Posts Tagged ‘Interactive Fiction’

“Yer PAW!”

4 August, 2015
One of many instances where Rigel's Revenge uses graphics instead of text to

One of many instances where Rigel’s Revenge uses graphics instead of text to “describe” something to the player

I’ve recently been working on a whole load of writing which has just about come to fruition so it’s got me thinkin about another creative project to get my “teeth” “into”. And I’ve decided it’s going to be an IF (Interactive Fiction, a wanky new name for what we used to call “text adventures”) game, one for the Spectrum to be specific, one written with PAW  to be even more specific.

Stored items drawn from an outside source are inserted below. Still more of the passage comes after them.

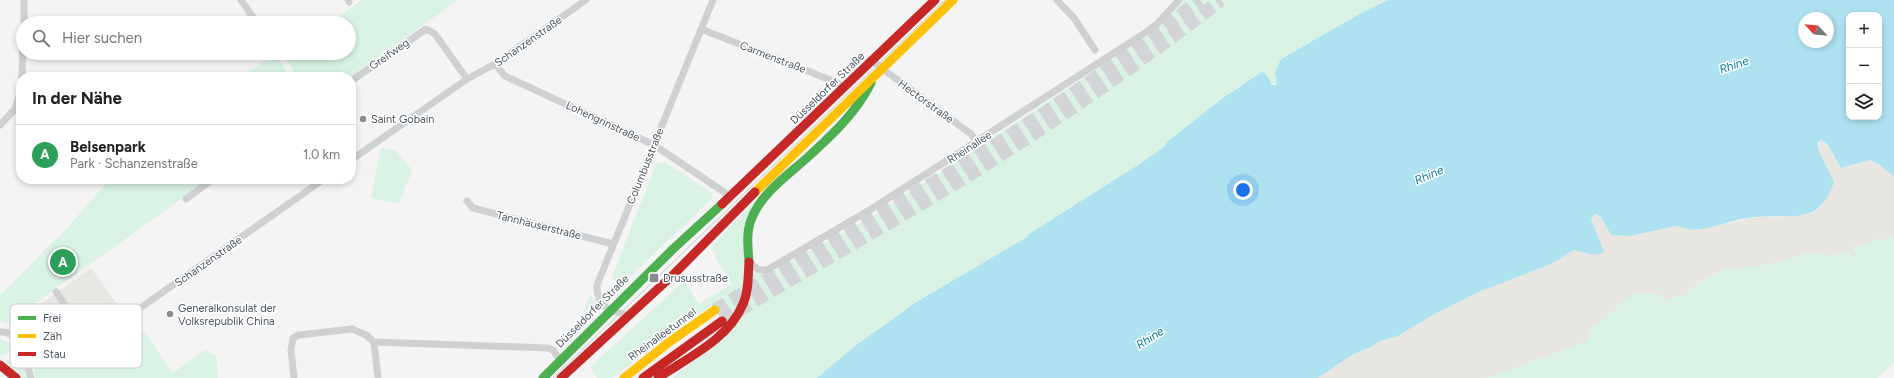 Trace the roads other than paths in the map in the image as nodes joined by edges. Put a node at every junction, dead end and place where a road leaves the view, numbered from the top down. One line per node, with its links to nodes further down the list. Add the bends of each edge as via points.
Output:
1 (24, 0): 9 (street)
2 (241, 0): 10 (street)
3 (586, 0): 15 (street, Schanzenstraße)
4 (713, 0): 11 (street, Columbusstraße)
5 (935, 0): 14 (main road, Düsseldorfer Straße)
6 (952, 0): 16 (main road)
7 (1057, 0): 12 (street, via 1074,18)
8 (1179, 0): 24 (street, Rheinallee, via 1157,24 1142,35)
9 (24, 16)
10 (252, 16)
11 (701, 29): 21 (street, Carmenstraße, via 838,83); 25 (street, Columbusstraße)
12 (1095, 50)
13 (22, 60): 17 (street)
14 (872, 61): 16 (street, Hectorstraße); 21 (main road, Düsseldorfer Straße)
15 (495, 64): 20 (street, Schanzenstraße); 25 (street, Lohengrinstraße, via 505,76)
16 (882, 69): 18 (main road); 24 (street, Hectorstraße, via 971,134)
17 (22, 72)
18 (873, 77): 33 (main road, via 867,92 849,115 760,201 750,225); 39 (main road)
19 (356, 78): 20 (street, Greifweg, via 428,29 435,34)
20 (467, 78): 26 (street, Schanzenstraße)
21 (844, 89): 29 (main road, Düsseldorfer Straße)
22 (16, 106): 23 (street)
23 (0, 125)
24 (977, 142): 33 (street, Rheinallee, via 772,268 759,270)
25 (654, 145): 29 (street, Lohengrinstraße, via 724,192); 32 (street, Columbusstraße)
26 (356, 156)
27 (206, 184): 30 (street)
28 (317, 184): 36 (street, Schanzenstraße)
29 (729, 198): 37 (main road, Düsseldorfer Straße)
30 (186, 199)
31 (467, 200): 32 (street, Tannhäuserstraße, via 473,208)
32 (613, 244): 37 (street, Columbusstraße, via 597,284 599,297)
33 (749, 262): 58 (main road, via 750,285 747,298 734,322 722,334)
34 (56, 292): 35 (street)
35 (64, 304)
36 (142, 308)
37 (609, 310): 39 (street); 44 (main road, Düsseldorfer Straße)
38 (715, 310): 56 (main road, Rheinalleetunnel)
39 (631, 315): 45 (main road)
40 (722, 321): 57 (main road)
41 (0, 332): 42 (street)
42 (10, 334)
43 (374, 342): 44 (street, via 548,348 553,350); 52 (street, via 352,329 299,335 293,338 291,343); 53 (street)
44 (560, 360): 45 (main road, Düsseldorfer Straße, via 568,364); 54 (main road)
45 (577, 364): 55 (main road)
46 (0, 365): 50 (main road)
47 (28, 368): 51 (street)
48 (0, 374): 49 (main road)
49 (5, 378)
50 (16, 378)
51 (31, 378)
52 (294, 378)
53 (378, 378)
54 (543, 378)
55 (561, 378)
56 (624, 378)
57 (644, 378)
58 (658, 378)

The route that took me here basically started with me sitting on a train from England playing with Spectaculator on my tablet. One of the games that comes with the full version is Zenobi’s Jekyll and Hyde game. Playing it again (IF games work brilliantly on tablets, btw) reminded me not just that I like IF, but that I like ZX Spectrum IF in particular. There’s something about the chunky display, the likeable “click” noises so many Spectrum IF games have when you type and the weirdly attractive pixel art that appeals to me. The 8-bit era has an interesting history of IF, including the first game I can recall having been given a certificate by the BBFC (CRL’s Dracula, in what felt more like a publicity stunt than anything else, was given a 15 certificate; they later released Jack The Ripper, a game which was given an 18 certificate) and a huge and very active homebrew scene, much of it focused around the aforementioned Zenobi software.

I think my affection for ZX Spectrum IF goes beyond nostalgia, though: one of the main reasons I love Spectrum IF is a game that I got round to playing years after I sold my Spectrum – Rigel’s Revenge.

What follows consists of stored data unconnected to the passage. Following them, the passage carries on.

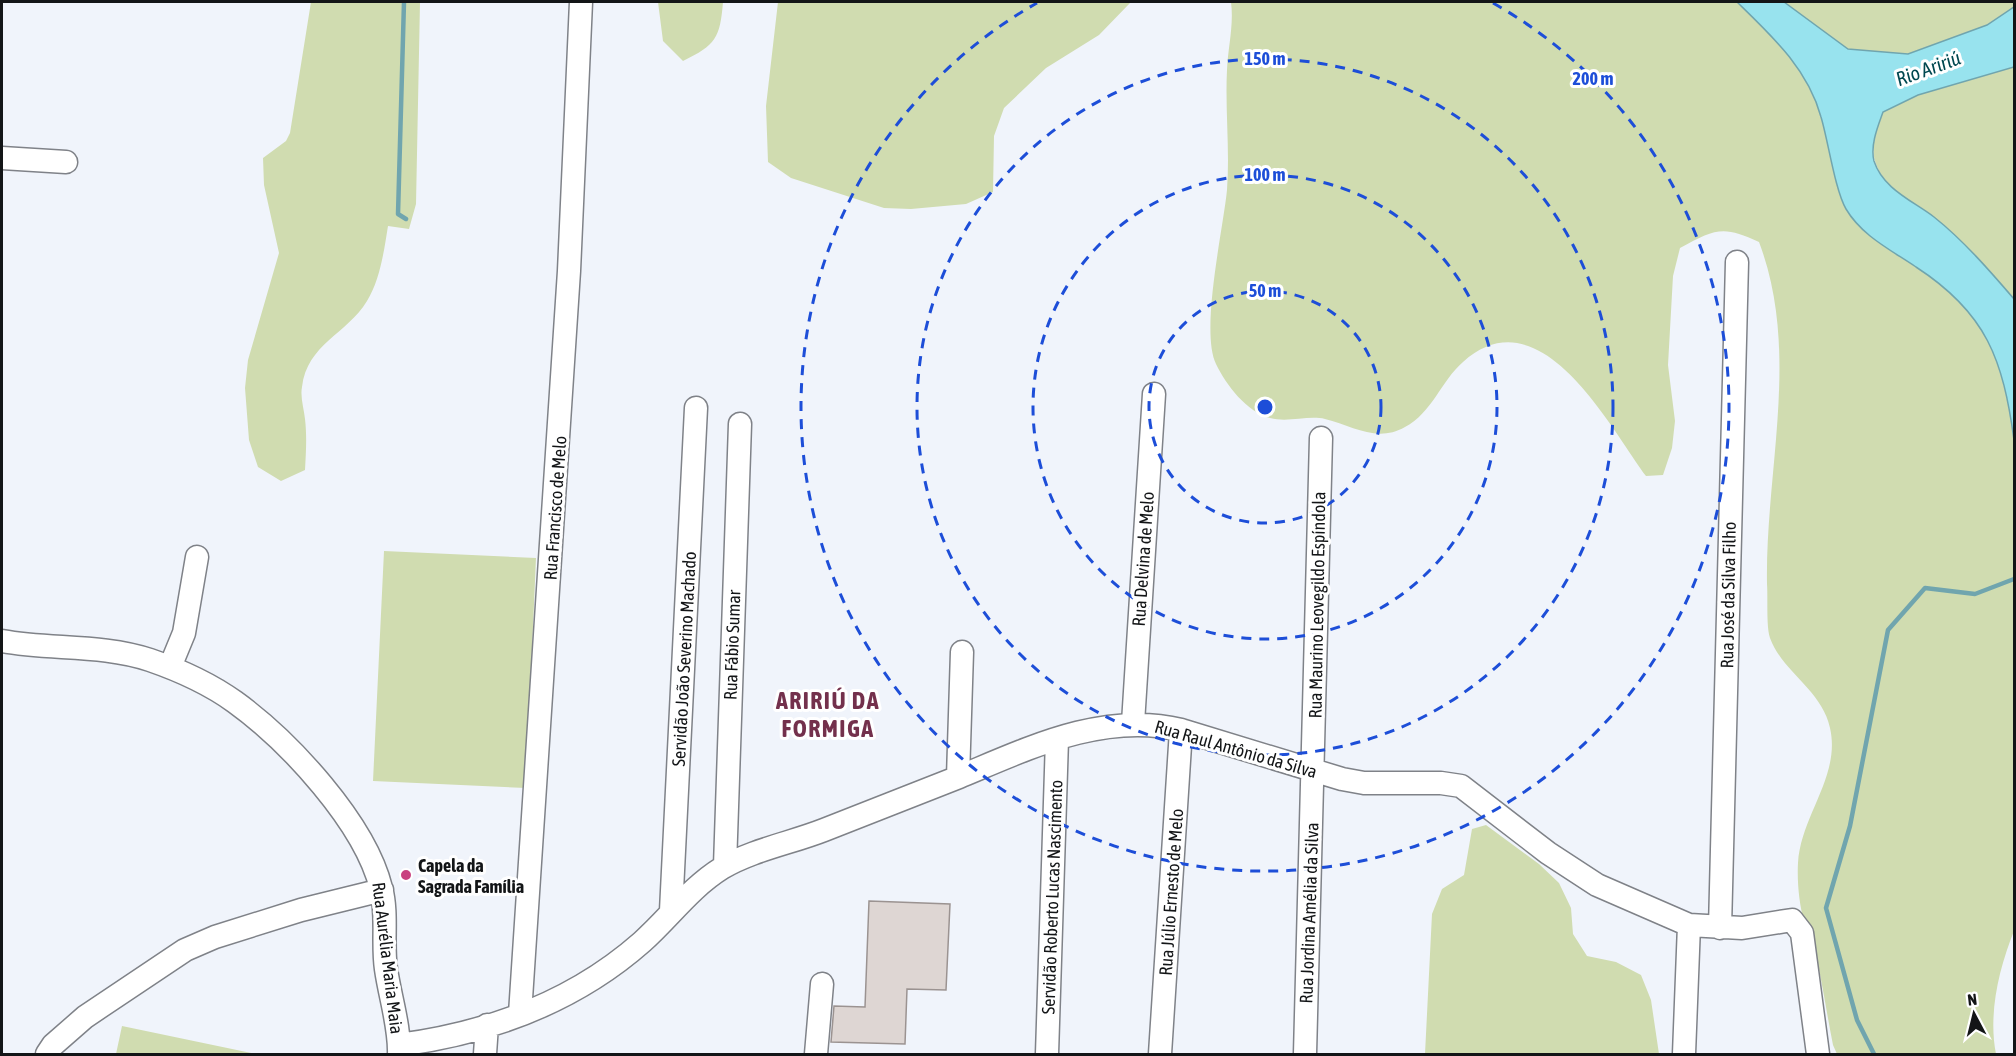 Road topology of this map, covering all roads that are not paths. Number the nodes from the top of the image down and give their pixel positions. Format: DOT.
graph roads {
  1 [pos="580,2"];
  2 [pos="2,158"];
  3 [pos="66,162"];
  4 [pos="1737,262"];
  5 [pos="1154,394"];
  6 [pos="696,408"];
  7 [pos="740,424"];
  8 [pos="1321,438"];
  9 [pos="197,557"];
  10 [pos="2,641"];
  11 [pos="962,652"];
  12 [pos="170,667"];
  13 [pos="1133,723"];
  14 [pos="1181,730"];
  15 [pos="1057,739"];
  16 [pos="1314,771"];
  17 [pos="958,777"];
  18 [pos="725,866"];
  19 [pos="382,890"];
  20 [pos="671,910"];
  21 [pos="1689,925"];
  22 [pos="1720,928"];
  23 [pos="822,984"];
  24 [pos="520,1014"];
  25 [pos="487,1025"];
  26 [pos="399,1050"];
  27 [pos="47,1054"];
  28 [pos="485,1054"];
  29 [pos="816,1054"];
  30 [pos="1047,1054"];
  31 [pos="1160,1054"];
  32 [pos="1305,1054"];
  33 [pos="1684,1054"];
  34 [pos="1818,1054"];
  1 -- 24 [label="street, Rua Francisco de Melo"];
  2 -- 3 [label="street"];
  4 -- 22 [label="street, Rua José da Silva Filho"];
  5 -- 13 [label="street, Rua Delvina de Melo"];
  6 -- 20 [label="street, Servidão João Severino Machado"];
  7 -- 18 [label="street, Rua Fábio Sumar"];
  8 -- 16 [label="street, Rua Maurino Leovegildo Espíndola"];
  9 -- 12 [label="street"];
  10 -- 12 [label="street, Rua Aurélia Maria Maia"];
  11 -- 17 [label="street"];
  12 -- 19 [label="street, Rua Aurélia Maria Maia"];
  13 -- 14 [label="street, Rua Raul Antônio da Silva"];
  13 -- 15 [label="street, Rua Raul Antônio da Silva"];
  14 -- 16 [label="street, Rua Raul Antônio da Silva"];
  14 -- 31 [label="street, Rua Júlio Ernesto de Melo"];
  15 -- 17 [label="street, Rua Raul Antônio da Silva"];
  15 -- 30 [label="street, Servidão Roberto Lucas Nascimento"];
  16 -- 21 [label="street, Rua Raul Antônio da Silva"];
  16 -- 32 [label="street, Rua Jordina Amélia da Silva"];
  17 -- 18 [label="street, Rua Raul Antônio da Silva"];
  18 -- 20 [label="street, Rua Raul Antônio da Silva"];
  19 -- 26 [label="street, Rua Aurélia Maria Maia"];
  19 -- 27 [label="street"];
  20 -- 24 [label="street, Rua Raul Antônio da Silva"];
  21 -- 22 [label="street, Rua Raul Antônio da Silva"];
  21 -- 33 [label="street"];
  22 -- 34 [label="street, Rua Raul Antônio da Silva"];
  23 -- 29 [label="street"];
  24 -- 25 [label="street, Rua Raul Antônio da Silva"];
  25 -- 26 [label="street, Rua Raul Antônio da Silva"];
  25 -- 28 [label="street"];
}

I’m not sure what it was about this game that grabbed me back when I played it via emulation (on an Amiga 1200!) back in 1996. It might have been the atmospheric setting, might have been the likeably pulpy sci-fi storyline, might have been the excellent use of graphics as description as well as illustration. Whatever it was, I played it for absolutely ages, got past lots of puzzles, reached the second load (in the ’80s, a lot of 8-bit IF needed to be loaded in separate parts to get all of the adventure in there) and promptly got stuck. Maybe I should go back to it and try and do it all again, and complete the bugger this time.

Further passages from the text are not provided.